Developing great characters is one of the most important challenges for a writer of speculative fiction. Whether your characters are superheroes or space pilots or mages, you definitely want to develop interesting, complex characters, just as you would in any other kind of great fiction. Today’s post provides tips on how to do exactly that!
- Who are the main intelligent inhabitants of your world? Humans? dwarves, fairies, elves? Species you have made up? What do they look like? How do they live (in detail)? Make sure they fit into the world you’ve constructed.
- Decide how your world’s inhabitants will speak. Their language and wording need to be consistent with the time and place you’ve created and with the values of the world (power and wealth? honour and loyalty? or?). Also, while you may invent a language, don’t overuse it to the point where you lose your readers. And consider the tone: does the language and wording of the whole manuscript recall the commonly accepted “language” of similar tales, such as fairy tales or legends?
- Your characters and settings will need names. Some ideas: Scramble the letters of a real person or place name. Use mythological character names and settings. Mix other languages together to create a new language and names that fit that language. Create your own alphabet and use it for the new language and names.
- What about relationships? Between the ruling elites and the common people? between the people and nature? between magic and the people who use it? between the local people and those who may attack? Remember to include societal relationships and differences your readers will relate to. Where do the characters get food? How do they celebrate birth, marriage, death? How are they related? How are families established? Who teaches the children? What are the festivals and arts? How does the culture deal with family, kinship, sex, raising children, conflict, crime, death? As you plan your world, think like an anthropologist!
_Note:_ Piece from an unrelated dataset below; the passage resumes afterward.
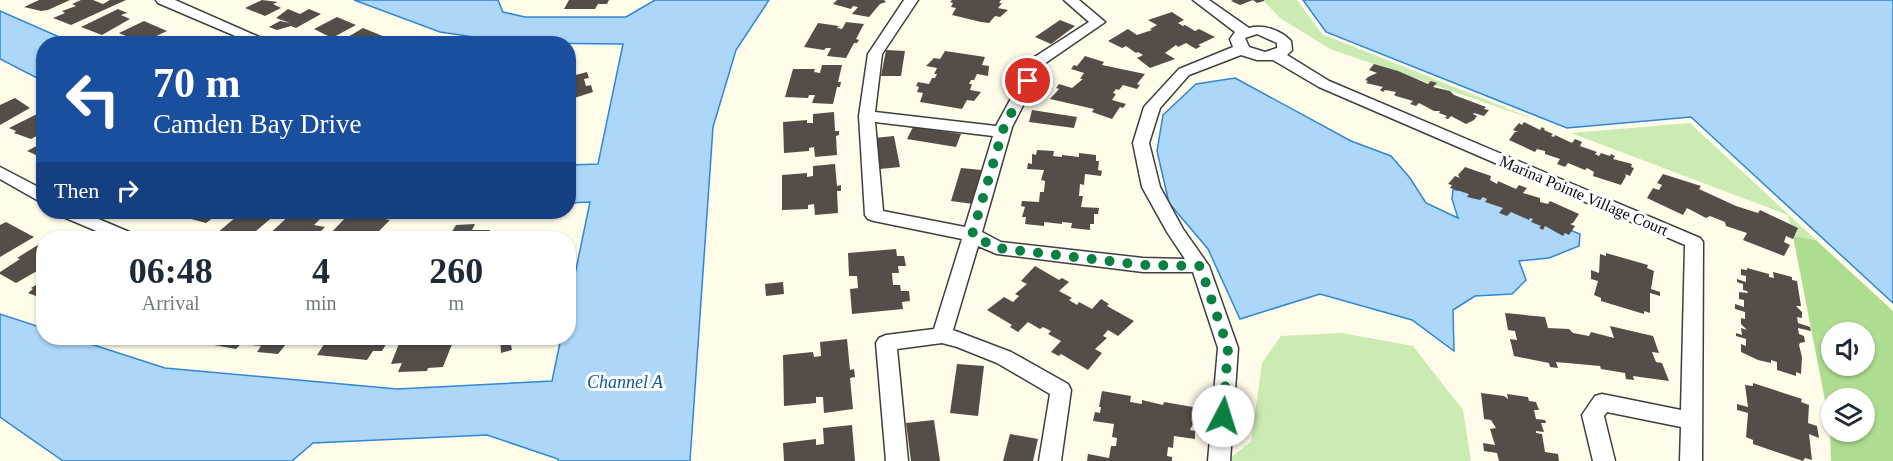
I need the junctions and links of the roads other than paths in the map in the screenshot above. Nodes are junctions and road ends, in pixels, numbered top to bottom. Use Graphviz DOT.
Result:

- It’s often easy enough to develop the elite, ruling people and groups–but don’t forget the common people, and don’t forget to work out how differences between the elites and commoners affect standards of living, education, and other aspects of inter-relationships. Assuming there are different classes (and almost always there are!), how does that function? Is it racial? gender-based? species-based? or? Does it lead to oppression by one group over another? How does that look? What creates and sustains divisions between classes? How do the elites preserve their wealth and power and prevent insurrection? How can “lower” classes gain power? Within the elites, how do new leaders step in and push out current leaders? How does the security of the society fit into all this? If you are drawing from a time in real-life history, don’t just research historical information from the dominant culture or ruling class; try to also find out what ordinary people and marginalised groups were doing in that era.
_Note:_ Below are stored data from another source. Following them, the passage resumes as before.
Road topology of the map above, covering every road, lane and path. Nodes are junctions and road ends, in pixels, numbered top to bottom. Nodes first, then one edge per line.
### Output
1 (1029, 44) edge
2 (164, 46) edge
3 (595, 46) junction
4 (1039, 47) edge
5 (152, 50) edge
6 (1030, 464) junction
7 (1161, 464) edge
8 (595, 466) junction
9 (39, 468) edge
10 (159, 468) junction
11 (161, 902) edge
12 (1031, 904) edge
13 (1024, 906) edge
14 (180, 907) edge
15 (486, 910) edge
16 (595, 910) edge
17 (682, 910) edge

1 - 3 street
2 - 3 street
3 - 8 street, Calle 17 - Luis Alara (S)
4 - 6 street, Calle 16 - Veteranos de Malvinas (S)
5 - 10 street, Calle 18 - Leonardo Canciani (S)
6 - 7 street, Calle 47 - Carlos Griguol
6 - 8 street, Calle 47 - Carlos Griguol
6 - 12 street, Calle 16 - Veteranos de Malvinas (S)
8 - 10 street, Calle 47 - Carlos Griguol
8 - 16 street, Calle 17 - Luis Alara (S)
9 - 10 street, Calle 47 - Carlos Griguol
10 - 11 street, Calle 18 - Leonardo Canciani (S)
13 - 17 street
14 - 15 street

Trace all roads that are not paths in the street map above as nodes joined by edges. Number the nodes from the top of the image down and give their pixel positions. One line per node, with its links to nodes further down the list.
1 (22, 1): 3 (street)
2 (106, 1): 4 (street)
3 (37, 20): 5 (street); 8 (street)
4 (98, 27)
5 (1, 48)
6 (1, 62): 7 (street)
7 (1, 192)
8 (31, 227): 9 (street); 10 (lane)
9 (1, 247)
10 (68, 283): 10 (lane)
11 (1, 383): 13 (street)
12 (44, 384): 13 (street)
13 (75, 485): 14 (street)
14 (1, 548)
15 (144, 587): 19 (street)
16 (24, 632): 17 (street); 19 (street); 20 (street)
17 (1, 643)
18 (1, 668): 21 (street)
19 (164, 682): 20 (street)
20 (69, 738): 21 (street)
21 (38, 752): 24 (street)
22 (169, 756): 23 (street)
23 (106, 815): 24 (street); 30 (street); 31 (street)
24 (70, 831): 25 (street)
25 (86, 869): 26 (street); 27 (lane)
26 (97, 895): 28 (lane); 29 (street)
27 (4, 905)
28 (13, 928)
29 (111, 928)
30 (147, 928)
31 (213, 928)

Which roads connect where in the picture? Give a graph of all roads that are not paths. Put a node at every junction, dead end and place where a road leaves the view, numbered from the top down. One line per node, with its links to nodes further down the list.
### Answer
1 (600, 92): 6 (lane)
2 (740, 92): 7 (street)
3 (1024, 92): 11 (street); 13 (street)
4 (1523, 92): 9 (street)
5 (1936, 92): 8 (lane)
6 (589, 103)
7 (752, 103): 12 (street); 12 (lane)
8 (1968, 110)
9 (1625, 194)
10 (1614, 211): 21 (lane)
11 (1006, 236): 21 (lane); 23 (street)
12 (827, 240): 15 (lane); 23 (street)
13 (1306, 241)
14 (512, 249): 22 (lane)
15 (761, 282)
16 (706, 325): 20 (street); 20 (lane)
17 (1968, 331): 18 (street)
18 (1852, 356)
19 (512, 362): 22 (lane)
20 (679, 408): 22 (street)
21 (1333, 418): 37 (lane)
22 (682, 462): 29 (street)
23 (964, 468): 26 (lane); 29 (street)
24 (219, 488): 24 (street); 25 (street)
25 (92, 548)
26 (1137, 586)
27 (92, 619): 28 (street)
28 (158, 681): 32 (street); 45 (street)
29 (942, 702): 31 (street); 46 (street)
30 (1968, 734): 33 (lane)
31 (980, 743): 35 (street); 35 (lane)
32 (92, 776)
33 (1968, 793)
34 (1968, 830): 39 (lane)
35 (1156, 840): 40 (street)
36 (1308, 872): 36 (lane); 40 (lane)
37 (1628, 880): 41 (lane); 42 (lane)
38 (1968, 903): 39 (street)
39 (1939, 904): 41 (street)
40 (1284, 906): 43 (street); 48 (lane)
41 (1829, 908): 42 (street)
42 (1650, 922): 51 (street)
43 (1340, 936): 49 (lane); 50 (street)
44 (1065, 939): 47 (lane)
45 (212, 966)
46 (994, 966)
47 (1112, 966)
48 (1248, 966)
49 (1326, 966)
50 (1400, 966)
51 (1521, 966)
- Remember to make important “commoners” to be as interesting characters as”elite” characters.
- Characters should dress appropriately for the period, as well as use appropriate weapons and other technologies.
- When you are imagining groups for your world, you should assume that no two members will agree about everything…and that no two people in the group are going to recall an event or place in exactly the same way. (This can make your plot much more interesting, too!).
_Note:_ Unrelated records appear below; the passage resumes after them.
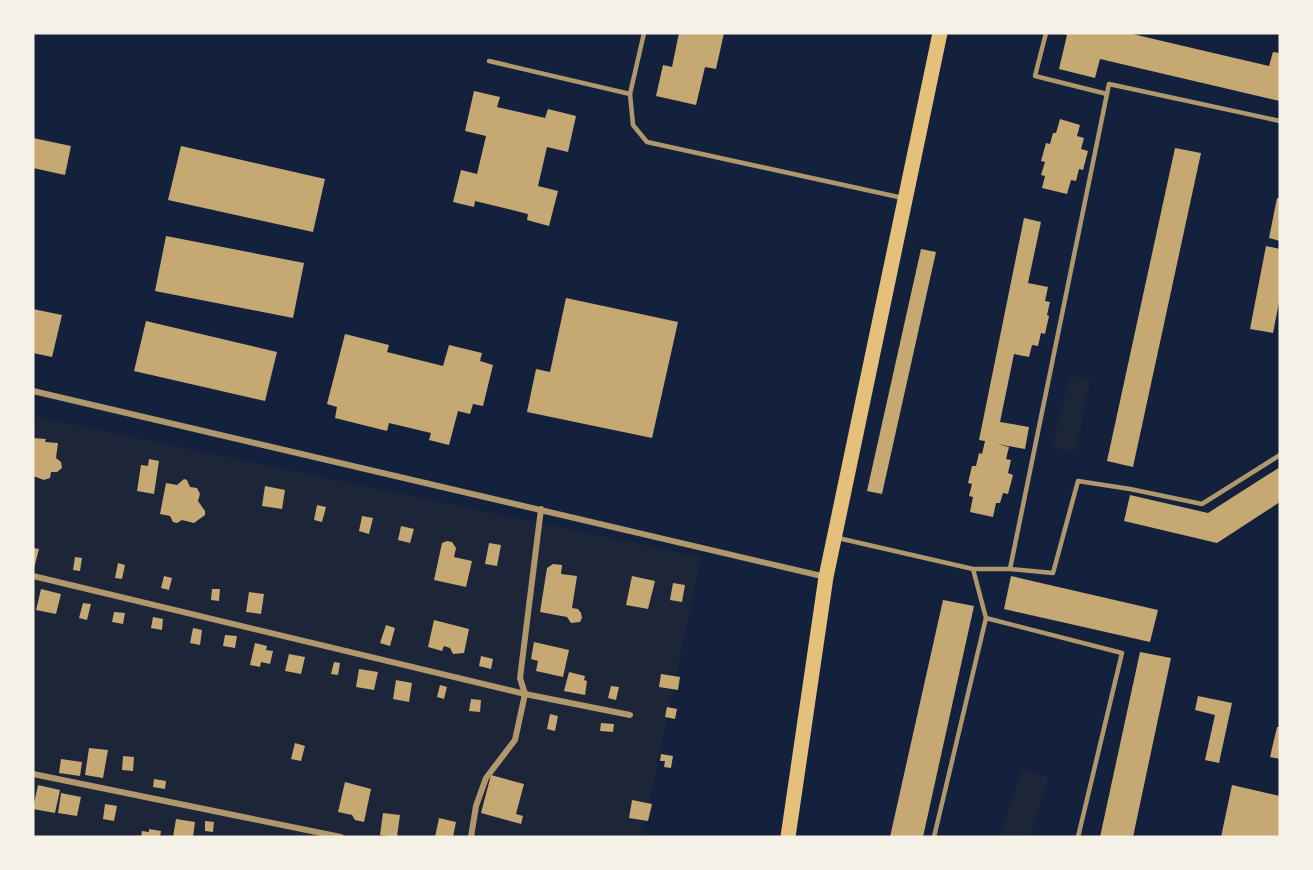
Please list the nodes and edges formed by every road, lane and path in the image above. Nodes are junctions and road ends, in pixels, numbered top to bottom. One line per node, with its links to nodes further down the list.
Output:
1 (644, 33): 5 (lane)
2 (940, 33): 8 (main road)
3 (1046, 33): 6 (lane)
4 (489, 61): 5 (lane)
5 (630, 94): 8 (lane)
6 (1107, 94): 7 (lane); 14 (lane)
7 (1280, 121)
8 (905, 199): 12 (main road)
9 (33, 391): 11 (street)
10 (1280, 455): 14 (lane)
11 (541, 509): 16 (street); 18 (street)
12 (834, 537): 13 (lane); 16 (main road)
13 (973, 569): 14 (lane); 17 (lane)
14 (1010, 569)
15 (33, 576): 18 (street)
16 (826, 577): 23 (main road)
17 (986, 618): 24 (lane); 25 (lane)
18 (525, 694): 19 (street); 22 (street)
19 (630, 715)
20 (33, 774): 21 (street)
21 (341, 837)
22 (471, 837)
23 (788, 837)
24 (934, 837)
25 (1078, 837)

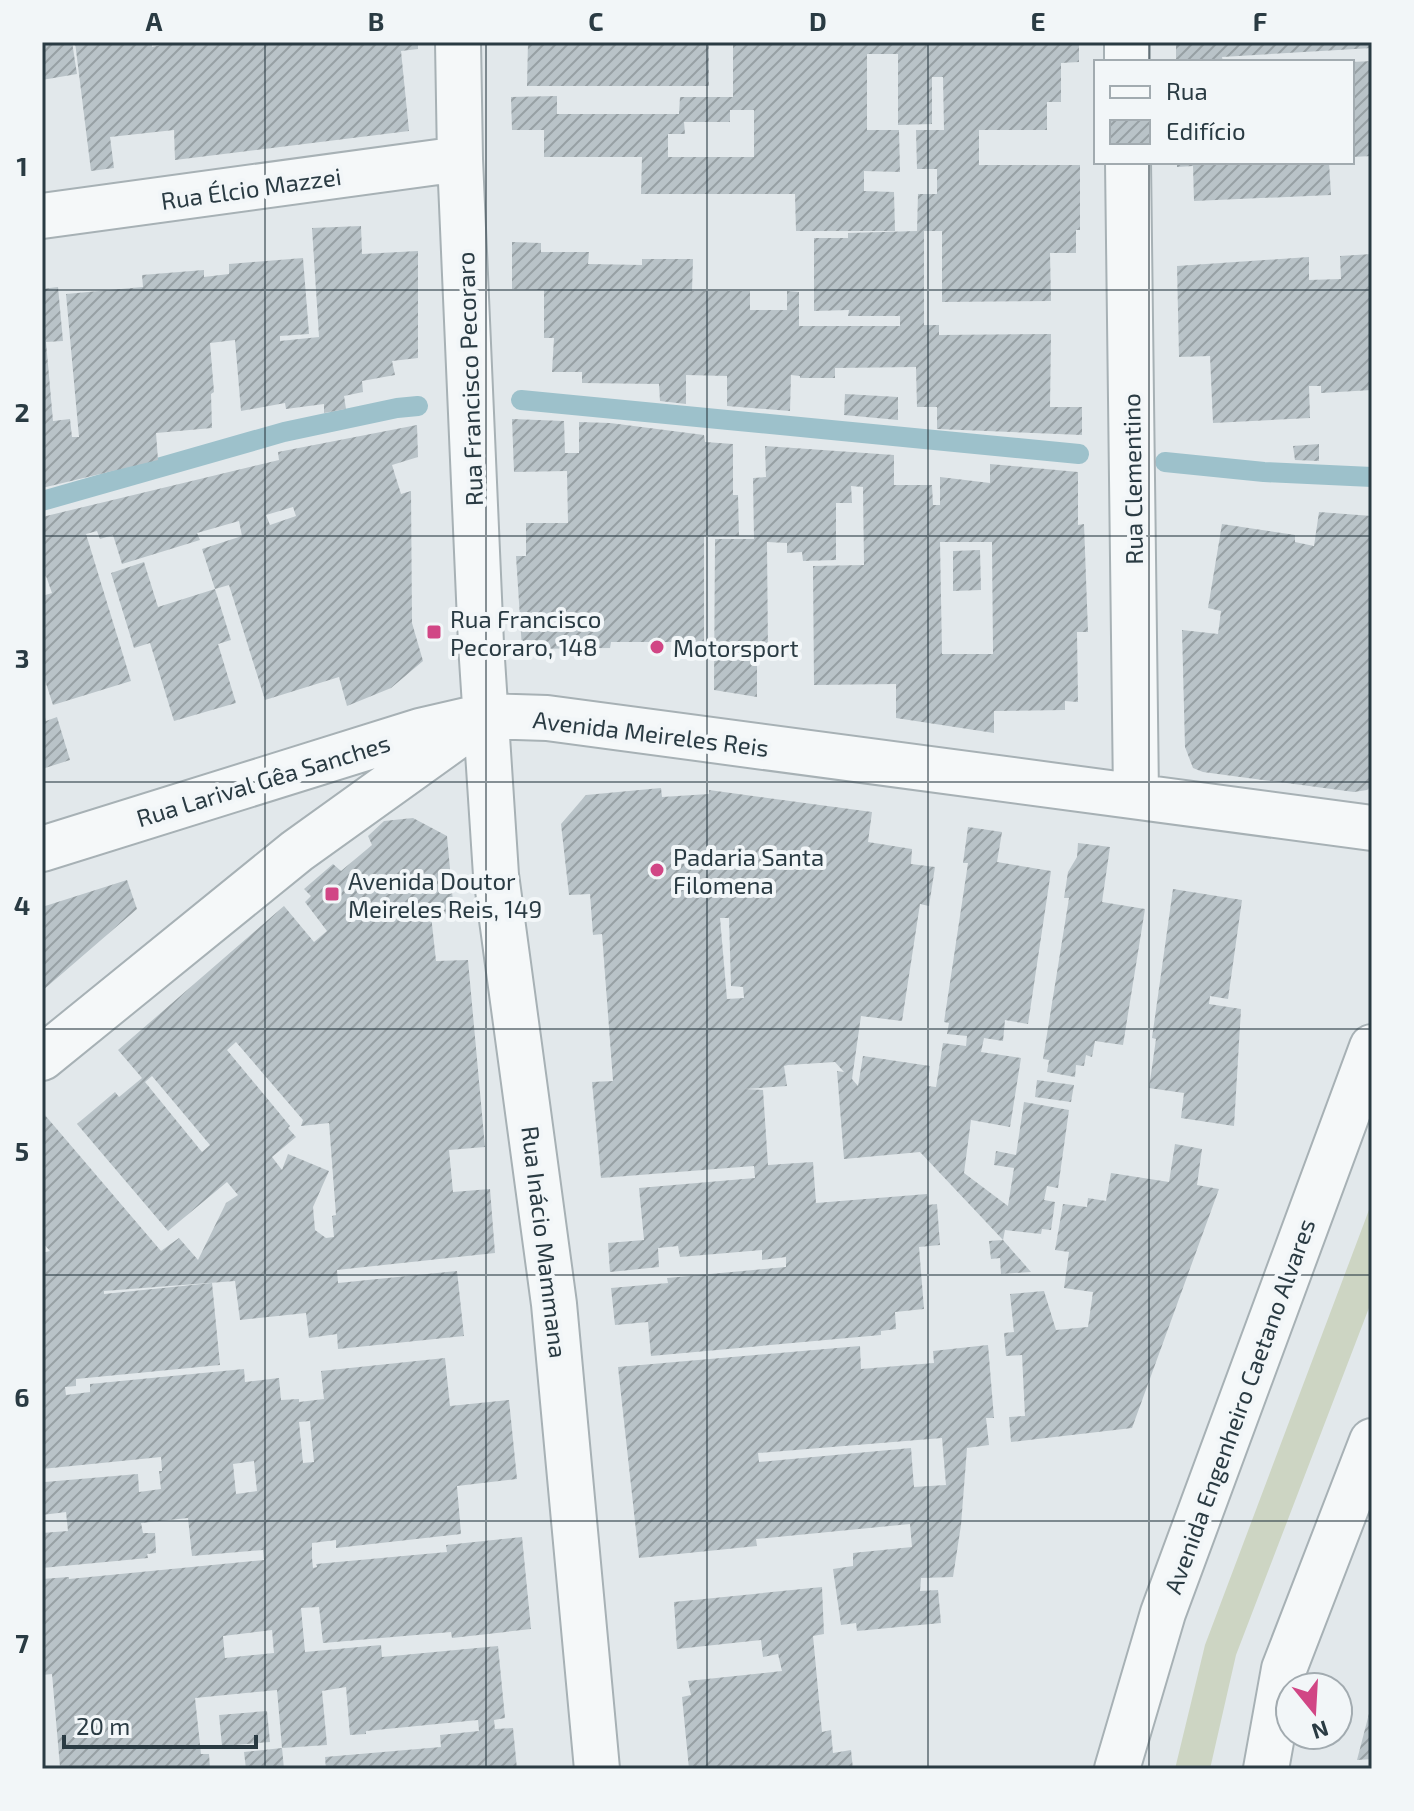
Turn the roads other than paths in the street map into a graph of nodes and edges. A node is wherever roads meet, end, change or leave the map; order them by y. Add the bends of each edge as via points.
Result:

- How much migration is there? How integrated are the migrants? How do the locals and the migrants regard each other? How are they different and similar? (This is very relevant to our current world situations–study up on current news and views to get some really interesting perspectives).
Some specific thoughts on characterization:
An important part of world-building for sci-fi, fantasy and other similar genres is developing unique characters. The folks at http://www.creative-writing-now.com provide this list of questions to use when developing your characters:
- What’s the character’s name? 2. How old is he/she? 3. What does he/she look like? 4. How does he/she dress? 5. Where does he/she live? 6. What does his/her home look like? 7. Who lives with him/her? 8. Is he/she in a relationship? 9. Who are the people closest to him/her? 10. What are his/her hobbies and interests? 11. What are some of his/her positive personality traits? 12. What are some of his/her negative personality traits? 13. What’s something he/she wants badly? 14. What’s something he/she is afraid of?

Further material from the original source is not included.